(Stored data entries)
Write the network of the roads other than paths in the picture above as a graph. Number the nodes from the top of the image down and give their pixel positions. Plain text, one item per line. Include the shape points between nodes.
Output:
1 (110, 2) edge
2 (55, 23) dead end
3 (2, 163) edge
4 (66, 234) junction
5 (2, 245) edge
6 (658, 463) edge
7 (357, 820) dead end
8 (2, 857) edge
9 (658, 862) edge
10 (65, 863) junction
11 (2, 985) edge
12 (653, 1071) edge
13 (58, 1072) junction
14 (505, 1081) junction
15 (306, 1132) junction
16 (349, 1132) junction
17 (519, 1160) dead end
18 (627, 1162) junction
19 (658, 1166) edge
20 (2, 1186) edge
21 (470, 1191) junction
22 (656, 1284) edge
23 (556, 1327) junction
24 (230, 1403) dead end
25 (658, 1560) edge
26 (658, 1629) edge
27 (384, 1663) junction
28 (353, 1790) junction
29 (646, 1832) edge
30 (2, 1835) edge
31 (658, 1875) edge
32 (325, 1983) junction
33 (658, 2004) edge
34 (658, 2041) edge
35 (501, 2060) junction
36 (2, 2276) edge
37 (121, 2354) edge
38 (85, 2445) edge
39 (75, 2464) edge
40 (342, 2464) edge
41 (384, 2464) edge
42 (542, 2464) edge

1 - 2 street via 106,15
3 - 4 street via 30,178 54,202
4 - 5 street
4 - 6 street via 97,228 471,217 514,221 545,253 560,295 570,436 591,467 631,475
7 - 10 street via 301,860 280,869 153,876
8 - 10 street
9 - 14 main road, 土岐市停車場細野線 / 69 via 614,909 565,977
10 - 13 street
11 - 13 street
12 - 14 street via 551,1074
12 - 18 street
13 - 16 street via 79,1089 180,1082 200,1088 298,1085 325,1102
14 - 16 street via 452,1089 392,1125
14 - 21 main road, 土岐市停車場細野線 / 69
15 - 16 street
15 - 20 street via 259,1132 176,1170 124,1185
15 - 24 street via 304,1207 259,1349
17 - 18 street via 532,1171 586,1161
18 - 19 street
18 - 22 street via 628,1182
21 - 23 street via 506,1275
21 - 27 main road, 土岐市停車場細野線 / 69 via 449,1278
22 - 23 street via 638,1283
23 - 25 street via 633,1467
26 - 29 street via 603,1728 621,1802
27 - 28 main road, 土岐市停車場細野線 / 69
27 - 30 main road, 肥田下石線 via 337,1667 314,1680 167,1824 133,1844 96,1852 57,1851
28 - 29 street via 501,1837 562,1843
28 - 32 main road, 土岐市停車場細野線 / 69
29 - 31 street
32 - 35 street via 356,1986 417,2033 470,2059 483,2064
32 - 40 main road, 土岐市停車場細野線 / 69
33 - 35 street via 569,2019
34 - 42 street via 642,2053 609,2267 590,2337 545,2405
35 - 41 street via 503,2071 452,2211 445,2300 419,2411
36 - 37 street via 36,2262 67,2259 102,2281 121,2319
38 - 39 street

● **Problem requirements**
Copy out the records above exactly.

● **Solved exercise**
Write the network of the roads other than paths in the picture above as a graph. Number the nodes from the top of the image down and give their pixel positions. Plain text, one item per line. Include the shape points between nodes.
Output:
1 (110, 2) edge
2 (55, 23) dead end
3 (2, 163) edge
4 (66, 234) junction
5 (2, 245) edge
6 (658, 463) edge
7 (357, 820) dead end
8 (2, 857) edge
9 (658, 862) edge
10 (65, 863) junction
11 (2, 985) edge
12 (653, 1071) edge
13 (58, 1072) junction
14 (505, 1081) junction
15 (306, 1132) junction
16 (349, 1132) junction
17 (519, 1160) dead end
18 (627, 1162) junction
19 (658, 1166) edge
20 (2, 1186) edge
21 (470, 1191) junction
22 (656, 1284) edge
23 (556, 1327) junction
24 (230, 1403) dead end
25 (658, 1560) edge
26 (658, 1629) edge
27 (384, 1663) junction
28 (353, 1790) junction
29 (646, 1832) edge
30 (2, 1835) edge
31 (658, 1875) edge
32 (325, 1983) junction
33 (658, 2004) edge
34 (658, 2041) edge
35 (501, 2060) junction
36 (2, 2276) edge
37 (121, 2354) edge
38 (85, 2445) edge
39 (75, 2464) edge
40 (342, 2464) edge
41 (384, 2464) edge
42 (542, 2464) edge

1 - 2 street via 106,15
3 - 4 street via 30,178 54,202
4 - 5 street
4 - 6 street via 97,228 471,217 514,221 545,253 560,295 570,436 591,467 631,475
7 - 10 street via 301,860 280,869 153,876
8 - 10 street
9 - 14 main road, 土岐市停車場細野線 / 69 via 614,909 565,977
10 - 13 street
11 - 13 street
12 - 14 street via 551,1074
12 - 18 street
13 - 16 street via 79,1089 180,1082 200,1088 298,1085 325,1102
14 - 16 street via 452,1089 392,1125
14 - 21 main road, 土岐市停車場細野線 / 69
15 - 16 street
15 - 20 street via 259,1132 176,1170 124,1185
15 - 24 street via 304,1207 259,1349
17 - 18 street via 532,1171 586,1161
18 - 19 street
18 - 22 street via 628,1182
21 - 23 street via 506,1275
21 - 27 main road, 土岐市停車場細野線 / 69 via 449,1278
22 - 23 street via 638,1283
23 - 25 street via 633,1467
26 - 29 street via 603,1728 621,1802
27 - 28 main road, 土岐市停車場細野線 / 69
27 - 30 main road, 肥田下石線 via 337,1667 314,1680 167,1824 133,1844 96,1852 57,1851
28 - 29 street via 501,1837 562,1843
28 - 32 main road, 土岐市停車場細野線 / 69
29 - 31 street
32 - 35 street via 356,1986 417,2033 470,2059 483,2064
32 - 40 main road, 土岐市停車場細野線 / 69
33 - 35 street via 569,2019
34 - 42 street via 642,2053 609,2267 590,2337 545,2405
35 - 41 street via 503,2071 452,2211 445,2300 419,2411
36 - 37 street via 36,2262 67,2259 102,2281 121,2319
38 - 39 street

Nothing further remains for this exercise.